The 37-year-old quarterback is still relishing his Most Valuable Player campaign, and though he proved to be the best in the league even with 40 not too far away, he acknowledged Monday his status in Green Bay remains the same. And he's perfectly fine with that.
"Nothing's really changed," Rodgers said "My future, really a lot of it is out of my control. That's why I use words, a phrase like 'beautiful mystery,' because it is quite uncertain which direction things are going to go. All I can do is play my best and I feel like last year I did do that and may have thrown a wrench into some timelines that may have been thought about or desired. But ultimately things haven't really changed on that front.
"I meant what I said last year about really being at peace with the whole thing, and that hasn't changed. I feel good about the way I played. I feel good about the way I led. I loved our interactions and everything that this show provided for me last year. I think people got a raw look at honest conversation about the future and someone who's not bitter or disappointed or frustrated about things that they realize they can't control. My future is one of them, and I've kind of surrendered to what's going to happen and just confident in what I bring to the table and how I played last year and everything else is kind of for speculation, and I'm sure there'll be plenty of it."
Rodgers has every reason in the world to remain supremely confident. His second season with Matt LaFleur was their best yet, with Rodgers posting the second-best passer rating of all time in 2020 (No. 1 is also him), winning league MVP and coming painfully close to a conference title, a triumph that has eluded him since his Packers won the Super Bowl in the 2010 season. Despite not receiving a weapon via Green Bay's first-round pick in the 2020 draft, Rodgers was fantastic, and he seems content with returning for another run at a Super Bowl in 2020, even if it might slow the Packers' succession plan for Jordan Love.
Part of that process has included a bit of financial retooling for the Packers, who let Jamaal Williams go after re-signing Aaron Jones, watched center Corey Linsley walk to the Chargers, and made a few cap-saving cuts to get under the reduced salary cap for 2021. Roster turnover is inevitable, of course, and Rodgers doesn't seem discouraged by the changes.
He also doesn't sound anxious to rework his own contract to help the Packers.
"Obviously, there is talk about my contract and re-doing it to get under the salary cap," . "Those are conversations that I'm sure are ongoing or talked about from time to time. I don't have any updates from my side. There's really not a story there."

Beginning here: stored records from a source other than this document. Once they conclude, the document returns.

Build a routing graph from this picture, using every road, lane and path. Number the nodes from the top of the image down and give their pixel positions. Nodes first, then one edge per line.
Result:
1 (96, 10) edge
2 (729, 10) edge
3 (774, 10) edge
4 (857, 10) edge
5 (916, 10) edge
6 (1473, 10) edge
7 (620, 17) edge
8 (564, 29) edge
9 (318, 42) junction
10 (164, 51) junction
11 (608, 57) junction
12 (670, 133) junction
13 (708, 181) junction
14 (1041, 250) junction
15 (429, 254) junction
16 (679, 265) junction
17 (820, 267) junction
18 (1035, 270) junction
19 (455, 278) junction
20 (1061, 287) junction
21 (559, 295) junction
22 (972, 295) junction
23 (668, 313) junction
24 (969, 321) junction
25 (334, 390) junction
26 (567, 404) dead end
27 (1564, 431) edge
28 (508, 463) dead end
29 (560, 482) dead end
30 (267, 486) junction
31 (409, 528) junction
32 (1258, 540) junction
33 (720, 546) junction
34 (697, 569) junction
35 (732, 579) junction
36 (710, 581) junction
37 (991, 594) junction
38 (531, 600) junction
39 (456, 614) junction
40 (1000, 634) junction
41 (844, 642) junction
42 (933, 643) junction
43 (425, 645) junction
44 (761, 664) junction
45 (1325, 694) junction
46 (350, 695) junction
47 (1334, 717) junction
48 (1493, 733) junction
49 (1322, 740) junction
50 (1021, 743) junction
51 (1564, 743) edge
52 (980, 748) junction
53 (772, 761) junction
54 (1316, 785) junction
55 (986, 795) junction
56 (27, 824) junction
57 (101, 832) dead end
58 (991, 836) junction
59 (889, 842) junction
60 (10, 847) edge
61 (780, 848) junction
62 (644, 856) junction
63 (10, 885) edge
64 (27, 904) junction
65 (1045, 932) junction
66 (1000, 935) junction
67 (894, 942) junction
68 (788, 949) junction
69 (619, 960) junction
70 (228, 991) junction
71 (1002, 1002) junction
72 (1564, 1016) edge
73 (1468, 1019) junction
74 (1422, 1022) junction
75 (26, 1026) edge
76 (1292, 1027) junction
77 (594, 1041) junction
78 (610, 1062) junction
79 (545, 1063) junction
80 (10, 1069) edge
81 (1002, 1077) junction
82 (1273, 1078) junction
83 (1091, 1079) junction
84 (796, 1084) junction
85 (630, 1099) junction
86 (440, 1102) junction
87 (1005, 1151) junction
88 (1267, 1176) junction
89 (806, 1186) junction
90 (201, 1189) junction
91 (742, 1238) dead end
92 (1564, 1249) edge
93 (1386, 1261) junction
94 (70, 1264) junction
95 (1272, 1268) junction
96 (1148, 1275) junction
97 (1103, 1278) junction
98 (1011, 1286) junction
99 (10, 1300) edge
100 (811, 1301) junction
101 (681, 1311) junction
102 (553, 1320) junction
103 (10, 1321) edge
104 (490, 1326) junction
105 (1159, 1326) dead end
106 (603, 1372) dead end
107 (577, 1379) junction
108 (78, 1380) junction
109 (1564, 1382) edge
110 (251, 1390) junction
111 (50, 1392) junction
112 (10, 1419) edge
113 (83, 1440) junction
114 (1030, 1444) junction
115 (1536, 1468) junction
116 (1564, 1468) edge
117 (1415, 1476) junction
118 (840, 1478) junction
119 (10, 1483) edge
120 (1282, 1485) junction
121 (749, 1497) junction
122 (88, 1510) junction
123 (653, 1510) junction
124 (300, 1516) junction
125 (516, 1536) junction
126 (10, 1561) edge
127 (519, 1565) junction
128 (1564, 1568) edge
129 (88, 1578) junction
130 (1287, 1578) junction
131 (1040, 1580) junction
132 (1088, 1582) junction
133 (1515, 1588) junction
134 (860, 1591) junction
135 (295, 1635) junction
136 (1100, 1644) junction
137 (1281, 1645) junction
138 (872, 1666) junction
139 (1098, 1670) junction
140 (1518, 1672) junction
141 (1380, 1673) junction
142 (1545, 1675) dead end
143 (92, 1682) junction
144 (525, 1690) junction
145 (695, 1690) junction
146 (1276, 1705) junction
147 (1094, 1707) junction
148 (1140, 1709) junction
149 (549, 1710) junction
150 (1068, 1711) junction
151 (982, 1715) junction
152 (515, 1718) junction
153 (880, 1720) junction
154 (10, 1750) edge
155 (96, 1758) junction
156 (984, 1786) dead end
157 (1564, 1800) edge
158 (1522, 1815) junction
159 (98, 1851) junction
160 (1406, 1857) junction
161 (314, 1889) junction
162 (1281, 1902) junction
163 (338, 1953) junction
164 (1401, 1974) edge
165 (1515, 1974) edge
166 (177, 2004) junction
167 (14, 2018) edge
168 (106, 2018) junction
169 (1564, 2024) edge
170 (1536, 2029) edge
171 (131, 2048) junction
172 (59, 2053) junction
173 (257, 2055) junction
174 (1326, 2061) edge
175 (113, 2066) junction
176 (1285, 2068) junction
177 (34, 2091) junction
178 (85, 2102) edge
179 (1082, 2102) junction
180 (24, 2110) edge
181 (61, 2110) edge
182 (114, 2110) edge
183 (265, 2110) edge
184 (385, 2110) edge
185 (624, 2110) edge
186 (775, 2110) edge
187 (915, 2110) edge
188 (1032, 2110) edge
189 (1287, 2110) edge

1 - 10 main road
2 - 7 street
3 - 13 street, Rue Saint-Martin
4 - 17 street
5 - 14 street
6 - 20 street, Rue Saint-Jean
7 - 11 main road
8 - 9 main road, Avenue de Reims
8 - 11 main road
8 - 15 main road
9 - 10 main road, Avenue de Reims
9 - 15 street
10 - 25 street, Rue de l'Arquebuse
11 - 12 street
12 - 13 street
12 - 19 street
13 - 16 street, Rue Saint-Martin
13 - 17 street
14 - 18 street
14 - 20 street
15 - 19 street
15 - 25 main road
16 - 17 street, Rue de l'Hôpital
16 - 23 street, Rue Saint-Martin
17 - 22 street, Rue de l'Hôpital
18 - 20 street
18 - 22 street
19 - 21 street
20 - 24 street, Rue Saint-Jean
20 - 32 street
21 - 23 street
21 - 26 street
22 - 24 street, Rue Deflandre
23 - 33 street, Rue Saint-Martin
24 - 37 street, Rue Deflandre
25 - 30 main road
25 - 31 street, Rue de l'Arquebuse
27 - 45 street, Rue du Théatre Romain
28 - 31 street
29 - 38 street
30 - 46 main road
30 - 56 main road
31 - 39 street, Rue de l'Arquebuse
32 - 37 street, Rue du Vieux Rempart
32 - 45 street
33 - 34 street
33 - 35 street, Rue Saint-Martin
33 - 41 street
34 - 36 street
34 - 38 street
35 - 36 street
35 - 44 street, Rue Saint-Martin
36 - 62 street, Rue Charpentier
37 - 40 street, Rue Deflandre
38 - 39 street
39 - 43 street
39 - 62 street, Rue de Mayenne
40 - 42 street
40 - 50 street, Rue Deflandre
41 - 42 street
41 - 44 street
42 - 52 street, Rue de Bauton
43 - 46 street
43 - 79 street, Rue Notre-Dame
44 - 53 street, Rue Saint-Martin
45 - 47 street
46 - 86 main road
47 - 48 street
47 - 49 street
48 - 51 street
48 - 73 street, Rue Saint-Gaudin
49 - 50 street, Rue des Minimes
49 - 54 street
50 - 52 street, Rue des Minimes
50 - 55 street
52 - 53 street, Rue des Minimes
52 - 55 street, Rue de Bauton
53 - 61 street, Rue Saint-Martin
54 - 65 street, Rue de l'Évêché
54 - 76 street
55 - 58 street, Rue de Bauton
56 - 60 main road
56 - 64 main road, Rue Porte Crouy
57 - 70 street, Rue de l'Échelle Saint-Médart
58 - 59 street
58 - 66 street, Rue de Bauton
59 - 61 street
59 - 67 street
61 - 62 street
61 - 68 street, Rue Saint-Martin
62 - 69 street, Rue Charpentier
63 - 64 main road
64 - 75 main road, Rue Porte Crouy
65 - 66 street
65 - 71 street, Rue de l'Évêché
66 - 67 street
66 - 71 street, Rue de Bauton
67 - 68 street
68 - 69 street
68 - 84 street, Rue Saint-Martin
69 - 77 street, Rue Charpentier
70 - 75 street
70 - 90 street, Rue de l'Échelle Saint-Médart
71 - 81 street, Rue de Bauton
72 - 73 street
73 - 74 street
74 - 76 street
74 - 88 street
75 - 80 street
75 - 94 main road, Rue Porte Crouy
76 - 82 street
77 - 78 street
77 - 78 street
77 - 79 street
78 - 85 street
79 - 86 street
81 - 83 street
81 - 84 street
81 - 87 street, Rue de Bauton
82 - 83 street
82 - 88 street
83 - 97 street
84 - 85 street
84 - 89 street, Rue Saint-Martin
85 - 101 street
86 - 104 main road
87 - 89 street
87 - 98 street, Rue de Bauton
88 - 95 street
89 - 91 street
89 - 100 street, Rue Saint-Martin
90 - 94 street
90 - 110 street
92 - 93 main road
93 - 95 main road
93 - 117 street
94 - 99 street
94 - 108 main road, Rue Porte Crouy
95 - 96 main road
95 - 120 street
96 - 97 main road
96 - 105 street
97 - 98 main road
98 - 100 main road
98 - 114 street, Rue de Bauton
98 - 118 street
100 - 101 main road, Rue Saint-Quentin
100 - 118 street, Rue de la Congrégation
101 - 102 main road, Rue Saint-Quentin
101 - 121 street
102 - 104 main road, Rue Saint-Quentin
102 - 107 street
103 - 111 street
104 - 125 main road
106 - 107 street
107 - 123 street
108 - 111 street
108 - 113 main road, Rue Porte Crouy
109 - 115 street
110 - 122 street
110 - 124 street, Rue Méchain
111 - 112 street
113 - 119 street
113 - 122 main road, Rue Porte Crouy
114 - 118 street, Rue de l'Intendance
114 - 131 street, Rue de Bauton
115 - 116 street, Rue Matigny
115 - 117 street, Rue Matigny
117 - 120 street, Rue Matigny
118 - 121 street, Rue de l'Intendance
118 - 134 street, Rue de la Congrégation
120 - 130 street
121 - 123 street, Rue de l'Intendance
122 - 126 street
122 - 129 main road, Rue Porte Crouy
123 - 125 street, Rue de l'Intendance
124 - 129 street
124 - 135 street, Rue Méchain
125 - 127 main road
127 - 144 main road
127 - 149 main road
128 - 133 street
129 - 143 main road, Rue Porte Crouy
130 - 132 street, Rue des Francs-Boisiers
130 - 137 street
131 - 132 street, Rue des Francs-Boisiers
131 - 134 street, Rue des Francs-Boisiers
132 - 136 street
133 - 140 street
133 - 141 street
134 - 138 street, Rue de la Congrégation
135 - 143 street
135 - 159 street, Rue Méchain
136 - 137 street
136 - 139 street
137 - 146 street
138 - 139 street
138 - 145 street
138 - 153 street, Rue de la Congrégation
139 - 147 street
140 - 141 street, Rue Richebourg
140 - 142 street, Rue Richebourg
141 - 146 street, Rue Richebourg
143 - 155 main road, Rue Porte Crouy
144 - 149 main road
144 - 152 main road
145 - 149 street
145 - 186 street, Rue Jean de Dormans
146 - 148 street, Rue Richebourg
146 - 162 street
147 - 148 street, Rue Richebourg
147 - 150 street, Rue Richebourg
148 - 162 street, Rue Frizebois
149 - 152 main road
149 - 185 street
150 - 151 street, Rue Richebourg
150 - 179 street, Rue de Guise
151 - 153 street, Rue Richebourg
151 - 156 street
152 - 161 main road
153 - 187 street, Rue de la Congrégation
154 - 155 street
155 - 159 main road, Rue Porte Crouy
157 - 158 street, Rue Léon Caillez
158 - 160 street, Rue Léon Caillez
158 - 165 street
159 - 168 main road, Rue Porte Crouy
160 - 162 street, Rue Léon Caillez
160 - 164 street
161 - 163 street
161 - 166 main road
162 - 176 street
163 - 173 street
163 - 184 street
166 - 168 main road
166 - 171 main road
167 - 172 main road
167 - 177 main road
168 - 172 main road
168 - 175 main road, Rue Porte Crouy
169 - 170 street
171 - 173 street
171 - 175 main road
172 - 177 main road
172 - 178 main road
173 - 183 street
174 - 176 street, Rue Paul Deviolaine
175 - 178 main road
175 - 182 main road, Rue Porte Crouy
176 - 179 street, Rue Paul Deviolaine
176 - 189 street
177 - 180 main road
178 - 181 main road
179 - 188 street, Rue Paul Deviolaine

Completion of such a task would require some cooperation from Rodgers, but would also need the Packers to bring a realistic solution to the table. Rodgers' response indicates that has yet to happen, and seeing as the team drafted his eventual replacement with their first-round pick a year ago, it's entirely fair for Rodgers to hold firm in his current position. The team hasn't exactly made every move possible to throw its eggs in Rodgers' basket for the next three years -- the current length of his existing contract -- instead choosing to walk the line between current contention and long-term planning.
Such an approach is also fair from the Packers' perspective. Rodgers isn't going to slow Father Time anytime soon, even if he's playing at an elite level at 37 years old. It would only be wise for Green Bay to plan for life after Rodgers -- just as it planned for life after Brett Favre when it drafted Rodgers -- whose contract is set to expire after the 2023 season (and carries a dead cap number under $3 million for 2023).
Rodgers has a bright future ahead of him regardless of what uniform (or suit) he might end up wearing. The three-time MVP is guest-hosting Jeopardy! this week and apparently put together a string of performances worth tuning in to witness, coming away with a positive experience that has him eyeing a career off the field in the future.
"I would love to be the host of Jeopardy!, yes," Rodgers told McAfee.
Before he's quizzing contestants, Rodgers has another title pursuit to begin. A second Lombardi would be worth more than even the most lucrative Daily Double.